● **AIM OF THE EXERCISE**
Return the listing in full. Keep every word as it stands.
[[ EXERCISE MATERIAL, beginning ]]
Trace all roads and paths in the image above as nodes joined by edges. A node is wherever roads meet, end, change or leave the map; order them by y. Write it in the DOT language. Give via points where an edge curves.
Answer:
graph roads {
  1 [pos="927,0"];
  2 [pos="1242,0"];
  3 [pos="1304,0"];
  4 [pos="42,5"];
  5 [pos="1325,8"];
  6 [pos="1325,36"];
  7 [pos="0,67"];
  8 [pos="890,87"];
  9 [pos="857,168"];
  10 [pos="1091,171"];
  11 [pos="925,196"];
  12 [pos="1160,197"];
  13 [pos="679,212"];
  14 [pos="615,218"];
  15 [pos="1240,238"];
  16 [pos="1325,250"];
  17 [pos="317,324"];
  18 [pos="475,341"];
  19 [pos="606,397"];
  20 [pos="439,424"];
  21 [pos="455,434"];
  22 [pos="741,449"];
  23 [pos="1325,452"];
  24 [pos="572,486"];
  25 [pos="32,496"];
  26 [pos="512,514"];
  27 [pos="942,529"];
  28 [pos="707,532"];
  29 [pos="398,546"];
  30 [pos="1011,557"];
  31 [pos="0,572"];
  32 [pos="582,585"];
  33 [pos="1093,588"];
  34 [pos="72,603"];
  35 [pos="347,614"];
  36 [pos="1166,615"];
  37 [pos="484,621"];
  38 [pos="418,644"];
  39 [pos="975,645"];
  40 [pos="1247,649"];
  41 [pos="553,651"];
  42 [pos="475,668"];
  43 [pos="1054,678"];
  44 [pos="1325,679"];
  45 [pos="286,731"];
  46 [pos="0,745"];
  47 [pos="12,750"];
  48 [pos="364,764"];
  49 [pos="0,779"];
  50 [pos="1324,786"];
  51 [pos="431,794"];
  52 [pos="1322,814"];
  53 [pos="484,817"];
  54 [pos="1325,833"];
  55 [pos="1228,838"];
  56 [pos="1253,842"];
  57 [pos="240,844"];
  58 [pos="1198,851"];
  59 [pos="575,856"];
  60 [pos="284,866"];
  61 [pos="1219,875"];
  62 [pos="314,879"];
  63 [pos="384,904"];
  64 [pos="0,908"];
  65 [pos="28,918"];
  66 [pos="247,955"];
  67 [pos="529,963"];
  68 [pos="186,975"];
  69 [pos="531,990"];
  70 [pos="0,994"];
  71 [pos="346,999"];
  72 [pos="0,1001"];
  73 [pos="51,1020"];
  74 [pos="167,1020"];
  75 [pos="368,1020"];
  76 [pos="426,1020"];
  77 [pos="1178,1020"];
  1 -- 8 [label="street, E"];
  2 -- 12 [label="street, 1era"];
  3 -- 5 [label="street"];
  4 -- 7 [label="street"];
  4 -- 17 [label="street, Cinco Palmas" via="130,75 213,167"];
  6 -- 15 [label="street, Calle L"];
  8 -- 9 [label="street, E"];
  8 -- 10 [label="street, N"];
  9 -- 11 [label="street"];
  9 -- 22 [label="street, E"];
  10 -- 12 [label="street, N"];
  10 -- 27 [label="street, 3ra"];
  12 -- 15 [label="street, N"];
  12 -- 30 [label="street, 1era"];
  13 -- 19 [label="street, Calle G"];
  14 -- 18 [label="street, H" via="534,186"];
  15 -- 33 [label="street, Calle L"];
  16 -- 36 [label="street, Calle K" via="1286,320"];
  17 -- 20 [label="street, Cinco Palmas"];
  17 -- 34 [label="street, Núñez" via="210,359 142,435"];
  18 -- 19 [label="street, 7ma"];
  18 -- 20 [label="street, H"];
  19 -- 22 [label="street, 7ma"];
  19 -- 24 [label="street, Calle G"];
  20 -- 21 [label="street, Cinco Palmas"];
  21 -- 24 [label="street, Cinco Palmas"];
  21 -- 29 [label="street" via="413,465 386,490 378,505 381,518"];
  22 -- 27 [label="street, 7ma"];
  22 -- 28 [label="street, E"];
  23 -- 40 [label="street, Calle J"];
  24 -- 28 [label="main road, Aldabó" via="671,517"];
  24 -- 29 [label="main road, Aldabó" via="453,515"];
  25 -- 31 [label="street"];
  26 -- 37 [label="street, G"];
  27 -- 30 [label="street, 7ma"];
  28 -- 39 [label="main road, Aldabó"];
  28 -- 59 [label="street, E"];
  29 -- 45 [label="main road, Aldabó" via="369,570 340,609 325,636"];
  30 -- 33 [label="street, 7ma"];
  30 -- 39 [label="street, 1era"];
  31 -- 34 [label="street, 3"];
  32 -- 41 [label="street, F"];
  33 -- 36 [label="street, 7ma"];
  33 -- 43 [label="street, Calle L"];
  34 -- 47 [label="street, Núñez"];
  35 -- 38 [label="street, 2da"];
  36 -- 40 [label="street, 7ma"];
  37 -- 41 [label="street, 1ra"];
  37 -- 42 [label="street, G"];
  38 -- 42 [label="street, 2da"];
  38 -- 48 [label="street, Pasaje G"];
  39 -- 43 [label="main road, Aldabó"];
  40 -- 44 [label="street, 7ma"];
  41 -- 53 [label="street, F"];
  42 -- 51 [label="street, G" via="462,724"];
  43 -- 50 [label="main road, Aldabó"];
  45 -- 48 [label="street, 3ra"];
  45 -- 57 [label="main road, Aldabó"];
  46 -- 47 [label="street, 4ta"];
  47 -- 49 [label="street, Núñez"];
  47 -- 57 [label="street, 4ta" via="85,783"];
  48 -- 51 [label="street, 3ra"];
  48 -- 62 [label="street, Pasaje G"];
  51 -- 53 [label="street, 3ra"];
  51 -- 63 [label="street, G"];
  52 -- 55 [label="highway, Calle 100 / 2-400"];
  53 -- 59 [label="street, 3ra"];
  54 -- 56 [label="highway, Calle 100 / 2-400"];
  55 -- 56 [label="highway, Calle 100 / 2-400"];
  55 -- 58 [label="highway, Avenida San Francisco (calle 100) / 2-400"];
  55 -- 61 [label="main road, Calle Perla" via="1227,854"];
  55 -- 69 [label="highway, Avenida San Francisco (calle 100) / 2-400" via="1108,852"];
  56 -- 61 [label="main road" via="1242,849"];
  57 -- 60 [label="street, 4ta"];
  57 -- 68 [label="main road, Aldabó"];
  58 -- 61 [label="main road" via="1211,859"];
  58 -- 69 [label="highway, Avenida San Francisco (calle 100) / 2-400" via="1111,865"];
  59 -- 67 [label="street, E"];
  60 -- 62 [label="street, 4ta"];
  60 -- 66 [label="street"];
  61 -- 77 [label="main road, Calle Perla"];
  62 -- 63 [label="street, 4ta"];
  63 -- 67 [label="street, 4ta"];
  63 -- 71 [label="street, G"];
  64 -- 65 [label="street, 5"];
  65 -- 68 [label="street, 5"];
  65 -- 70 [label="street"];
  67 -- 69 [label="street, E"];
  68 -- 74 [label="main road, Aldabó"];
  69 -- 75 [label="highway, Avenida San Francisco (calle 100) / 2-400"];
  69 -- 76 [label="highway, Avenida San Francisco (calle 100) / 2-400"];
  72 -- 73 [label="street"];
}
[[ EXERCISE MATERIAL, end ]]
● **ANSWER BELOW**
Trace all roads and paths in the image above as nodes joined by edges. A node is wherever roads meet, end, change or leave the map; order them by y. Write it in the DOT language. Give via points where an edge curves.
Answer:
graph roads {
  1 [pos="927,0"];
  2 [pos="1242,0"];
  3 [pos="1304,0"];
  4 [pos="42,5"];
  5 [pos="1325,8"];
  6 [pos="1325,36"];
  7 [pos="0,67"];
  8 [pos="890,87"];
  9 [pos="857,168"];
  10 [pos="1091,171"];
  11 [pos="925,196"];
  12 [pos="1160,197"];
  13 [pos="679,212"];
  14 [pos="615,218"];
  15 [pos="1240,238"];
  16 [pos="1325,250"];
  17 [pos="317,324"];
  18 [pos="475,341"];
  19 [pos="606,397"];
  20 [pos="439,424"];
  21 [pos="455,434"];
  22 [pos="741,449"];
  23 [pos="1325,452"];
  24 [pos="572,486"];
  25 [pos="32,496"];
  26 [pos="512,514"];
  27 [pos="942,529"];
  28 [pos="707,532"];
  29 [pos="398,546"];
  30 [pos="1011,557"];
  31 [pos="0,572"];
  32 [pos="582,585"];
  33 [pos="1093,588"];
  34 [pos="72,603"];
  35 [pos="347,614"];
  36 [pos="1166,615"];
  37 [pos="484,621"];
  38 [pos="418,644"];
  39 [pos="975,645"];
  40 [pos="1247,649"];
  41 [pos="553,651"];
  42 [pos="475,668"];
  43 [pos="1054,678"];
  44 [pos="1325,679"];
  45 [pos="286,731"];
  46 [pos="0,745"];
  47 [pos="12,750"];
  48 [pos="364,764"];
  49 [pos="0,779"];
  50 [pos="1324,786"];
  51 [pos="431,794"];
  52 [pos="1322,814"];
  53 [pos="484,817"];
  54 [pos="1325,833"];
  55 [pos="1228,838"];
  56 [pos="1253,842"];
  57 [pos="240,844"];
  58 [pos="1198,851"];
  59 [pos="575,856"];
  60 [pos="284,866"];
  61 [pos="1219,875"];
  62 [pos="314,879"];
  63 [pos="384,904"];
  64 [pos="0,908"];
  65 [pos="28,918"];
  66 [pos="247,955"];
  67 [pos="529,963"];
  68 [pos="186,975"];
  69 [pos="531,990"];
  70 [pos="0,994"];
  71 [pos="346,999"];
  72 [pos="0,1001"];
  73 [pos="51,1020"];
  74 [pos="167,1020"];
  75 [pos="368,1020"];
  76 [pos="426,1020"];
  77 [pos="1178,1020"];
  1 -- 8 [label="street, E"];
  2 -- 12 [label="street, 1era"];
  3 -- 5 [label="street"];
  4 -- 7 [label="street"];
  4 -- 17 [label="street, Cinco Palmas" via="130,75 213,167"];
  6 -- 15 [label="street, Calle L"];
  8 -- 9 [label="street, E"];
  8 -- 10 [label="street, N"];
  9 -- 11 [label="street"];
  9 -- 22 [label="street, E"];
  10 -- 12 [label="street, N"];
  10 -- 27 [label="street, 3ra"];
  12 -- 15 [label="street, N"];
  12 -- 30 [label="street, 1era"];
  13 -- 19 [label="street, Calle G"];
  14 -- 18 [label="street, H" via="534,186"];
  15 -- 33 [label="street, Calle L"];
  16 -- 36 [label="street, Calle K" via="1286,320"];
  17 -- 20 [label="street, Cinco Palmas"];
  17 -- 34 [label="street, Núñez" via="210,359 142,435"];
  18 -- 19 [label="street, 7ma"];
  18 -- 20 [label="street, H"];
  19 -- 22 [label="street, 7ma"];
  19 -- 24 [label="street, Calle G"];
  20 -- 21 [label="street, Cinco Palmas"];
  21 -- 24 [label="street, Cinco Palmas"];
  21 -- 29 [label="street" via="413,465 386,490 378,505 381,518"];
  22 -- 27 [label="street, 7ma"];
  22 -- 28 [label="street, E"];
  23 -- 40 [label="street, Calle J"];
  24 -- 28 [label="main road, Aldabó" via="671,517"];
  24 -- 29 [label="main road, Aldabó" via="453,515"];
  25 -- 31 [label="street"];
  26 -- 37 [label="street, G"];
  27 -- 30 [label="street, 7ma"];
  28 -- 39 [label="main road, Aldabó"];
  28 -- 59 [label="street, E"];
  29 -- 45 [label="main road, Aldabó" via="369,570 340,609 325,636"];
  30 -- 33 [label="street, 7ma"];
  30 -- 39 [label="street, 1era"];
  31 -- 34 [label="street, 3"];
  32 -- 41 [label="street, F"];
  33 -- 36 [label="street, 7ma"];
  33 -- 43 [label="street, Calle L"];
  34 -- 47 [label="street, Núñez"];
  35 -- 38 [label="street, 2da"];
  36 -- 40 [label="street, 7ma"];
  37 -- 41 [label="street, 1ra"];
  37 -- 42 [label="street, G"];
  38 -- 42 [label="street, 2da"];
  38 -- 48 [label="street, Pasaje G"];
  39 -- 43 [label="main road, Aldabó"];
  40 -- 44 [label="street, 7ma"];
  41 -- 53 [label="street, F"];
  42 -- 51 [label="street, G" via="462,724"];
  43 -- 50 [label="main road, Aldabó"];
  45 -- 48 [label="street, 3ra"];
  45 -- 57 [label="main road, Aldabó"];
  46 -- 47 [label="street, 4ta"];
  47 -- 49 [label="street, Núñez"];
  47 -- 57 [label="street, 4ta" via="85,783"];
  48 -- 51 [label="street, 3ra"];
  48 -- 62 [label="street, Pasaje G"];
  51 -- 53 [label="street, 3ra"];
  51 -- 63 [label="street, G"];
  52 -- 55 [label="highway, Calle 100 / 2-400"];
  53 -- 59 [label="street, 3ra"];
  54 -- 56 [label="highway, Calle 100 / 2-400"];
  55 -- 56 [label="highway, Calle 100 / 2-400"];
  55 -- 58 [label="highway, Avenida San Francisco (calle 100) / 2-400"];
  55 -- 61 [label="main road, Calle Perla" via="1227,854"];
  55 -- 69 [label="highway, Avenida San Francisco (calle 100) / 2-400" via="1108,852"];
  56 -- 61 [label="main road" via="1242,849"];
  57 -- 60 [label="street, 4ta"];
  57 -- 68 [label="main road, Aldabó"];
  58 -- 61 [label="main road" via="1211,859"];
  58 -- 69 [label="highway, Avenida San Francisco (calle 100) / 2-400" via="1111,865"];
  59 -- 67 [label="street, E"];
  60 -- 62 [label="street, 4ta"];
  60 -- 66 [label="street"];
  61 -- 77 [label="main road, Calle Perla"];
  62 -- 63 [label="street, 4ta"];
  63 -- 67 [label="street, 4ta"];
  63 -- 71 [label="street, G"];
  64 -- 65 [label="street, 5"];
  65 -- 68 [label="street, 5"];
  65 -- 70 [label="street"];
  67 -- 69 [label="street, E"];
  68 -- 74 [label="main road, Aldabó"];
  69 -- 75 [label="highway, Avenida San Francisco (calle 100) / 2-400"];
  69 -- 76 [label="highway, Avenida San Francisco (calle 100) / 2-400"];
  72 -- 73 [label="street"];
}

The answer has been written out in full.